Exercise goal:
Give only the number of lines below that contain the word "order".
Task data below:
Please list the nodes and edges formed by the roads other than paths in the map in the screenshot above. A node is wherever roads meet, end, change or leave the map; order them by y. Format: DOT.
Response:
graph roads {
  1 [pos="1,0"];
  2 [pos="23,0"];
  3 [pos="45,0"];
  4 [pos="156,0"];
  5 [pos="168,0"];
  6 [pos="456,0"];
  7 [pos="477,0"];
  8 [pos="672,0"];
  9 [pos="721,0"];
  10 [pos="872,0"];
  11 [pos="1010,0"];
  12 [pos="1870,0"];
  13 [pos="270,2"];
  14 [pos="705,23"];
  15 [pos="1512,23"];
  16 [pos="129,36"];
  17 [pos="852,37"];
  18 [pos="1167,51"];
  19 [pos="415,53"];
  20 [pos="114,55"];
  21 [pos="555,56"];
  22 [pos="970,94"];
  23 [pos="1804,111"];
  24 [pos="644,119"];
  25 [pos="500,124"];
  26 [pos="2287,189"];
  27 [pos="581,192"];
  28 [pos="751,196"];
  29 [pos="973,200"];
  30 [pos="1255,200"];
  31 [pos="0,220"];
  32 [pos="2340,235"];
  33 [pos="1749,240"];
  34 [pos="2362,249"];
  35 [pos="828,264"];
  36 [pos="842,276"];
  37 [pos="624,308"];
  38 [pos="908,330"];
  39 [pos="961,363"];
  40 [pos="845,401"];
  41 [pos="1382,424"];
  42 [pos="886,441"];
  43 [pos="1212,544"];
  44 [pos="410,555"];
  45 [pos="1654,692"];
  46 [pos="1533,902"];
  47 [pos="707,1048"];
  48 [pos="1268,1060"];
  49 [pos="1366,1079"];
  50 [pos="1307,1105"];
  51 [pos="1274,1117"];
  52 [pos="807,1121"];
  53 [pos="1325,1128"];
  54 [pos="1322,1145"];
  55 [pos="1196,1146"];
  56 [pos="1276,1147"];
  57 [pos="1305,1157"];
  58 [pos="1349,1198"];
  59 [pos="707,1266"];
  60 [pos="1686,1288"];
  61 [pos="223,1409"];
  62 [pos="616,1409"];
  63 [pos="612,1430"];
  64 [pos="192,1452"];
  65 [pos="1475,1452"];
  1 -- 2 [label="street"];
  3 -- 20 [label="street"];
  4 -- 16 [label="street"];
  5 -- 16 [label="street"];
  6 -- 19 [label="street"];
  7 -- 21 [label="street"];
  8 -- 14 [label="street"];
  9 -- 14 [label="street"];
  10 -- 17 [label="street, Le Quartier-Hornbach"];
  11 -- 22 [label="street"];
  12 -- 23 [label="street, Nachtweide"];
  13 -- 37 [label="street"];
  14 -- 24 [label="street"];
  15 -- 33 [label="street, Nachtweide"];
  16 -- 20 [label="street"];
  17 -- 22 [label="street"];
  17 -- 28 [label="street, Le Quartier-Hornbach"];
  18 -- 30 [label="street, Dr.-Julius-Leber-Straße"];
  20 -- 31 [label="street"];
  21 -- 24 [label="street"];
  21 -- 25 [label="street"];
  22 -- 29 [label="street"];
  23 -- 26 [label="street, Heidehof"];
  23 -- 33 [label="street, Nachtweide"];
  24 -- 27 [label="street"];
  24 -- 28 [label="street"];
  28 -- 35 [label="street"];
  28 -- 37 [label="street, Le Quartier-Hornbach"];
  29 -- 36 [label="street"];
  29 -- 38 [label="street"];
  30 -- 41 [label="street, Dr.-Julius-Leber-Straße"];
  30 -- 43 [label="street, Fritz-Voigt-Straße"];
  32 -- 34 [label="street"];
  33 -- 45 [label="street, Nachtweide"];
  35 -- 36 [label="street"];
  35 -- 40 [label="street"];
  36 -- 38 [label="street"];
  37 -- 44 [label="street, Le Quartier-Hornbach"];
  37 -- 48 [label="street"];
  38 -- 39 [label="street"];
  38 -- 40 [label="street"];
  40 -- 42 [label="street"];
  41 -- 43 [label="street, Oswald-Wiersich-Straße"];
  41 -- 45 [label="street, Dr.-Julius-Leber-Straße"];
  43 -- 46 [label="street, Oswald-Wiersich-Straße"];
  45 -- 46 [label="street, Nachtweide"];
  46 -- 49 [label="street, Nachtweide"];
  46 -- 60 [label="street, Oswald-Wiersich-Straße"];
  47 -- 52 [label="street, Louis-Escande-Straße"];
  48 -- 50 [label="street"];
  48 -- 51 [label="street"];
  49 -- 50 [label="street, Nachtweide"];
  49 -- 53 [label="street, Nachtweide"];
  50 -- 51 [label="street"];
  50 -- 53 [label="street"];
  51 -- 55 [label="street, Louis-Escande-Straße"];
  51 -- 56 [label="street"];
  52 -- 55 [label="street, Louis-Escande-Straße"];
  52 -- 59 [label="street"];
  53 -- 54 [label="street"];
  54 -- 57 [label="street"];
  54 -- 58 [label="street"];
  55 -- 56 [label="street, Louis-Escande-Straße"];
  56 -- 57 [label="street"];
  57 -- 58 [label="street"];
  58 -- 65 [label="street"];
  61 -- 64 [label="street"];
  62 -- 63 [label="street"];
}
End of Task data.
Task data below:
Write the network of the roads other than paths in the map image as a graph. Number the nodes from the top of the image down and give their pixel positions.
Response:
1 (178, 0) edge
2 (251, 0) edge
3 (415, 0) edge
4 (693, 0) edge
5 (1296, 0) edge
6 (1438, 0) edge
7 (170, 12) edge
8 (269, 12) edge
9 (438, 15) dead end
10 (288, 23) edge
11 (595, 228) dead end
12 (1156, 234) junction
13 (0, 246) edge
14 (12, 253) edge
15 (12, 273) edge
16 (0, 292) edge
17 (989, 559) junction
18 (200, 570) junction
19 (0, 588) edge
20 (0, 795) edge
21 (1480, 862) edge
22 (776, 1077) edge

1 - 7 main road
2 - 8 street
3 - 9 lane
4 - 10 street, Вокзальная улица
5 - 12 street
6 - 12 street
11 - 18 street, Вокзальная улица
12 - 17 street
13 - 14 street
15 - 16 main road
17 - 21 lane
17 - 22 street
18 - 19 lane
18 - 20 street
End of Task data.
Task data below:
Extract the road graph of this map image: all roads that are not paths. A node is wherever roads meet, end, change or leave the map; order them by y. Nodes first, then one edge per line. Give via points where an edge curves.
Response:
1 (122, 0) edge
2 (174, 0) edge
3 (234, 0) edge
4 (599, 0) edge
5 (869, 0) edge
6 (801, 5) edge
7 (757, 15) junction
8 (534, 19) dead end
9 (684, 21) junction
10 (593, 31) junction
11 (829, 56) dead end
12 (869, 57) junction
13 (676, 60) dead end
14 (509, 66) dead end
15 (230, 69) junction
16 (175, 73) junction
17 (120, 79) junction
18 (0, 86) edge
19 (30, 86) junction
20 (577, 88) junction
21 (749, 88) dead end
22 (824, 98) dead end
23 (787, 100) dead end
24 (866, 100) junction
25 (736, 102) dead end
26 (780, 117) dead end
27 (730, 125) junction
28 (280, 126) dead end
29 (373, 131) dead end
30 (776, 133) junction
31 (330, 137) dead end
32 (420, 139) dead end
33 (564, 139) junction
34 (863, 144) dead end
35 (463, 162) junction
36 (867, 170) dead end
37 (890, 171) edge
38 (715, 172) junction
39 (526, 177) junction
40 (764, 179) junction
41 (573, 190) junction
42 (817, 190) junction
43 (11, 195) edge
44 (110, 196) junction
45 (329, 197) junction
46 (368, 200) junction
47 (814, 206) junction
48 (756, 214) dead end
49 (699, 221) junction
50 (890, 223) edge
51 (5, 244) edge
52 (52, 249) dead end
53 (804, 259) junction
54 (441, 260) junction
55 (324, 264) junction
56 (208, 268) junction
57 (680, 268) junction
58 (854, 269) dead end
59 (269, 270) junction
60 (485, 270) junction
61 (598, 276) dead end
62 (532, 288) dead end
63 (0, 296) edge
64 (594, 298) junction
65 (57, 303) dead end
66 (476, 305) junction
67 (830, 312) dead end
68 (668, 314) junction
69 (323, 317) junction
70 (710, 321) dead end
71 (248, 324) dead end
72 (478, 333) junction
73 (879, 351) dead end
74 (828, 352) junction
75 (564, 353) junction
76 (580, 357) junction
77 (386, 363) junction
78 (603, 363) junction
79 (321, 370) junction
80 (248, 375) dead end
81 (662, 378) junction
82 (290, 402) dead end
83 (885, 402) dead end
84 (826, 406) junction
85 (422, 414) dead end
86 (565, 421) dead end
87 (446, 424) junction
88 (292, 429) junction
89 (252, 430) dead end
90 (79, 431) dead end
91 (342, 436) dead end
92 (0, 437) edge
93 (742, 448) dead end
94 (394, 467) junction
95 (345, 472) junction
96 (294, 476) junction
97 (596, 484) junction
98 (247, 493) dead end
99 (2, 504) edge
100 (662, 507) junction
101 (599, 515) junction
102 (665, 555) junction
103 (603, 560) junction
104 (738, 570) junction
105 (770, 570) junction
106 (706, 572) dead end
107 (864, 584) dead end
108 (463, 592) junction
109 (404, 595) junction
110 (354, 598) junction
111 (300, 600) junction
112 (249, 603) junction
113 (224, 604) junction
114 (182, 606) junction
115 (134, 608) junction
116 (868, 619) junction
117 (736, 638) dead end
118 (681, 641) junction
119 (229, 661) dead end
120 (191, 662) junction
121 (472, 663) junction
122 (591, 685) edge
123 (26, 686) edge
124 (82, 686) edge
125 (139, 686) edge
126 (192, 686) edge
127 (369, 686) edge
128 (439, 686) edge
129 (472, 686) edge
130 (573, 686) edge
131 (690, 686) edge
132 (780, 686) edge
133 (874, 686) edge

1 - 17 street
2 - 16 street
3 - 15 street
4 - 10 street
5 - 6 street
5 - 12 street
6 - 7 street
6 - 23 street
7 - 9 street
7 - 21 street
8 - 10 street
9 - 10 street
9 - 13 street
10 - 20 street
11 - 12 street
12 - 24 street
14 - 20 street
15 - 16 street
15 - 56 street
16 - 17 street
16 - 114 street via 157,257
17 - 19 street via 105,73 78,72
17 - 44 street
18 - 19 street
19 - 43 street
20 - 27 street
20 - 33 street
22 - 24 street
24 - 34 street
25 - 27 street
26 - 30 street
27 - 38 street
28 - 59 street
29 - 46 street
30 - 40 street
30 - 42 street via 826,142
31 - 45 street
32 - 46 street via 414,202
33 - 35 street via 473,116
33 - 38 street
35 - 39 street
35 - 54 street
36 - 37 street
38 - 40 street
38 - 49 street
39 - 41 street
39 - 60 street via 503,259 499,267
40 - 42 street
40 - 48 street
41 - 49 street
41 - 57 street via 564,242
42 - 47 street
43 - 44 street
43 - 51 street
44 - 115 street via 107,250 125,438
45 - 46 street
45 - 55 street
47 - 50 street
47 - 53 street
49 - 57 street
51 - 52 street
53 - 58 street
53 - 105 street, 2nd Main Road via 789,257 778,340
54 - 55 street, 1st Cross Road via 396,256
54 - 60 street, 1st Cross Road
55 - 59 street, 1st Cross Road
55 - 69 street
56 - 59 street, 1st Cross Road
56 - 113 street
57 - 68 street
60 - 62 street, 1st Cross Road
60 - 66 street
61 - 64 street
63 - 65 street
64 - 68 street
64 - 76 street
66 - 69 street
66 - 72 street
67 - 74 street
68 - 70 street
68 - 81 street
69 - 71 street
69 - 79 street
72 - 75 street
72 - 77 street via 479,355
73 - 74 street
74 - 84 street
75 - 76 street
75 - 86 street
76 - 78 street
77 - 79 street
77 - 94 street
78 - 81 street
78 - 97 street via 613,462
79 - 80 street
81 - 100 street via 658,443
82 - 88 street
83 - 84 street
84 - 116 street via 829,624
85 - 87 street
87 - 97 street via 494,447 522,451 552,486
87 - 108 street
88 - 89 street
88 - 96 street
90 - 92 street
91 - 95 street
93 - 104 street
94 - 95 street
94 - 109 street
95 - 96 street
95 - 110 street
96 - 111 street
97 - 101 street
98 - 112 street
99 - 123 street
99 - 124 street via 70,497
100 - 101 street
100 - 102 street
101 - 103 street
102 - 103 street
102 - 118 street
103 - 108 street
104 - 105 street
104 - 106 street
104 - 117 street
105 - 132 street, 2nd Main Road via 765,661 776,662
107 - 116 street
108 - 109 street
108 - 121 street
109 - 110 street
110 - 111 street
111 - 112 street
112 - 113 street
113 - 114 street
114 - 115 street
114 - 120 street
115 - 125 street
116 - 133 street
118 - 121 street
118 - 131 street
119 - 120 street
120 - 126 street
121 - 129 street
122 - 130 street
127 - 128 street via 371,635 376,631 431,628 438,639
End of Task data.
Response box:
2